====== TASK INPUT ======
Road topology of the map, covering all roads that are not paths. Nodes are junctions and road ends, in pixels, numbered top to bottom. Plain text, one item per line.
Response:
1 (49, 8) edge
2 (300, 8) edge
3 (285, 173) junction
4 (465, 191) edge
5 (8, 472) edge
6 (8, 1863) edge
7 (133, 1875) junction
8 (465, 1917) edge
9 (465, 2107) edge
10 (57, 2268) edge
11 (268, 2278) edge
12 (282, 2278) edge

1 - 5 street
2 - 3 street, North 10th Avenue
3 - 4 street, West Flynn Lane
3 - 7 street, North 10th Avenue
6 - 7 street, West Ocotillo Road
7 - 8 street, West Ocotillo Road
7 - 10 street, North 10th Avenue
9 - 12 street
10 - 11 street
======
▸ **YOUR ASSIGNMENT**: Nothing in the records may change; output all of them exactly.

▸ **RESULT**:
Road topology of the map, covering all roads that are not paths. Nodes are junctions and road ends, in pixels, numbered top to bottom. Plain text, one item per line.
Response:
1 (49, 8) edge
2 (300, 8) edge
3 (285, 173) junction
4 (465, 191) edge
5 (8, 472) edge
6 (8, 1863) edge
7 (133, 1875) junction
8 (465, 1917) edge
9 (465, 2107) edge
10 (57, 2268) edge
11 (268, 2278) edge
12 (282, 2278) edge

1 - 5 street
2 - 3 street, North 10th Avenue
3 - 4 street, West Flynn Lane
3 - 7 street, North 10th Avenue
6 - 7 street, West Ocotillo Road
7 - 8 street, West Ocotillo Road
7 - 10 street, North 10th Avenue
9 - 12 street
10 - 11 street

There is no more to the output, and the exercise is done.